Notes from the Ocean

Dolphins nudge

each other

at the bow

and then a push

of momentum

and they’re out,


into the ocean,

slamming on the brakes

and turning back

to do it again

and again.


A prison of ocean

encloses us all.

There is no escape.

A prison of fear

ensnares my thoughts.

The light of experience

suggests a way forward.

I wander as if in a dream.

A prism of a rainbow

glides across the ocean

towards me and only me.


I sing what I cannot understand.

I mouth the words because I know too much.

Volume is not meaning;

silence is not understanding.

I am standing at the stern,

my arms aloft, looking back,

bidding farewell to what have I missed,

and what I failed to make sense of.


Ten days without washing,

we stand on deck embracing a rain shower.

The rain is cold, it stings our sunburnt backs.

Then we warm. We put soap on our bodies

and the real downpour arrives.

Rain and rain and rain. Off the sails

it flows, then gushes. It slides

over our sun creamed skin,

so we can feels pores coming alive.

Water renews.


Slight is the thing which bends.

It is a filigree twisted into strength.

Flight is the thing which ends

with the withering wind and

begins our motion through the seas.


Songs make sense of the night.

On watch at four a.m. we retrieve

a night in a bar in Dublin

and the words of the Wild Rover.

I see Danny the Ducie fiddler

with his beatific expression

going through his Friday paces

and George the toothless barman

who played the spoons and downed Guinness

with the restless stealth of the guilty.


Spotted East of Guadalupe:

a red billed tropical bird.

Then we knew we’d arrived.

The bird circled the boat not once but twice,

curious at this strange sighting,

a wandering dream in rough watery reality,

a tropical figment in a world of sunlit glimpses.

It appeared to pause and then headed away,

its long tail bearing off with the wind.


If it was easy everyone would do it.

Discomfort and the imprisonment of days

is the true coinage of experience.

Over the time staring to sea

we are building our own currency

which will lie in our minds

as a hard-won and deserved treasure.

It can be shared but never repeated.


I have never understood that urge to tweak,

to change and alter in the name of improvement.

Why tinker when the weather is set fair

and we are on course? Sailing is an art.

There is science, but all sailors

believe they are artisans of the breeze,

tailoring their sails to an exact angle

every time, reeling in and letting out

the genoa when the timing is spot on.

Art is improvement –

the final brushstroke, the change of tint,

the vital word added to proofs,

the touch of the chisel on the capstone.

Science is explanation

and, in time, even the wind on the sails

and the waves on our bow will be explained.

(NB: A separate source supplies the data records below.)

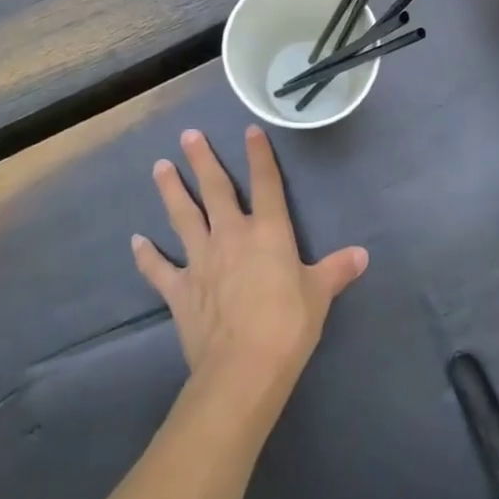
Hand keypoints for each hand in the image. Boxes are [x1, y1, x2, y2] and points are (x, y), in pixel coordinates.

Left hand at [133, 127, 367, 408]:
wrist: (243, 368)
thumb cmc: (288, 325)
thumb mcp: (320, 295)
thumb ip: (337, 270)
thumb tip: (362, 255)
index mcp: (268, 232)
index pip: (266, 184)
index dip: (259, 155)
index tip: (250, 130)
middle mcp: (231, 236)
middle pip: (215, 190)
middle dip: (202, 160)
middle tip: (188, 135)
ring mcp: (201, 261)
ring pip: (183, 217)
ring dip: (171, 190)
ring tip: (159, 166)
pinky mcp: (179, 290)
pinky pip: (159, 269)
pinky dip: (146, 255)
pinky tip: (135, 241)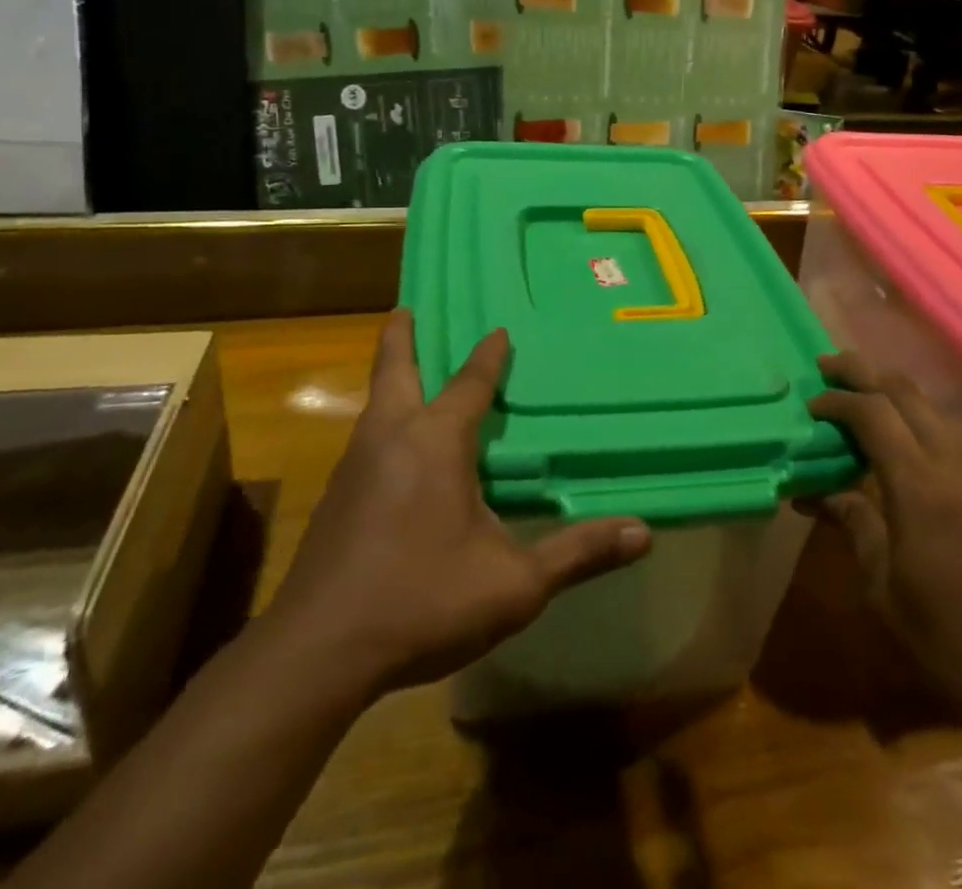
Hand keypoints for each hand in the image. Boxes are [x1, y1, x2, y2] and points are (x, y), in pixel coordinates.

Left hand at [262, 309, 651, 699]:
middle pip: (394, 371)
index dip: (487, 356)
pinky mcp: (334, 501)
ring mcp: (354, 468)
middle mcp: (391, 438)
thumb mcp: (514, 583)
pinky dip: (380, 423)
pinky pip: (364, 442)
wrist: (317, 653)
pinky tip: (390, 454)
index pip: (469, 384)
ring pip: (374, 406)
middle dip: (400, 338)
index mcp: (435, 441)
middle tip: (404, 309)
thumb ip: (576, 553)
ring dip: (389, 380)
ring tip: (401, 374)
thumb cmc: (423, 601)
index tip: (498, 329)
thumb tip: (644, 533)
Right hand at [805, 352, 961, 746]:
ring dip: (901, 393)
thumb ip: (852, 524)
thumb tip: (815, 491)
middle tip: (831, 367)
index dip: (838, 400)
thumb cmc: (947, 644)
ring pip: (942, 408)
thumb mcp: (882, 589)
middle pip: (907, 394)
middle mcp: (960, 466)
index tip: (812, 404)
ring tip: (871, 395)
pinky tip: (932, 434)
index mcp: (920, 488)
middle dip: (864, 372)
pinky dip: (942, 419)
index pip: (873, 414)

After sixty metres the depth gauge goes blank,

too much sea to contemplate.

Sometimes at night the gauge flashes –

at 78 metres usually.

I imagine a whale swimming beneath us,

bemused at the blank black space above,

keeping us company for a mile or two

and then diving deeper and deeper.


The fish fight. Twenty minutes

and then the line snaps dead.

We had readied the grill and the limes

so sit and wait for another

to take the hook, diving long and deep,

wriggling for life on the surface

before being landed, killed

and prepared within the hour.

The fish tastes of life, vigour undimmed,

purity of spirit and diet,

and cooked up on a plate for us.


As I sleep the Atlantic is alive.

I can hear the swoosh and inhalations

of water like wet urgent breaths

somewhere through the hull.

The sea rushes back and then,

with a giant exhalation, pushes

us forward. Push and shove,

glide and grate, the sea is force,

power at our sides, coaxing

life where none existed, renewing

with each fresh wash of sound.


A prayer is extinguished by the salty wind

and what sounds like a cry

is heard and fades at our beam.

What voices of the seas are these?

Onwards we sail. The air is sugared and tropical,

Barbados threatens to come into view

but then disappoints us, hidden from our eyes.

The seas are never silent. The winds

winnow through the waves, sibilant

with movement, a fizz of Atlantic life

comes in glad response. What swirls

of current, circles teased from the straight,

the force of waves captured in an angle.

For the Atlantic, the land is the myth.

This is the ultimate force, watery cradle of being.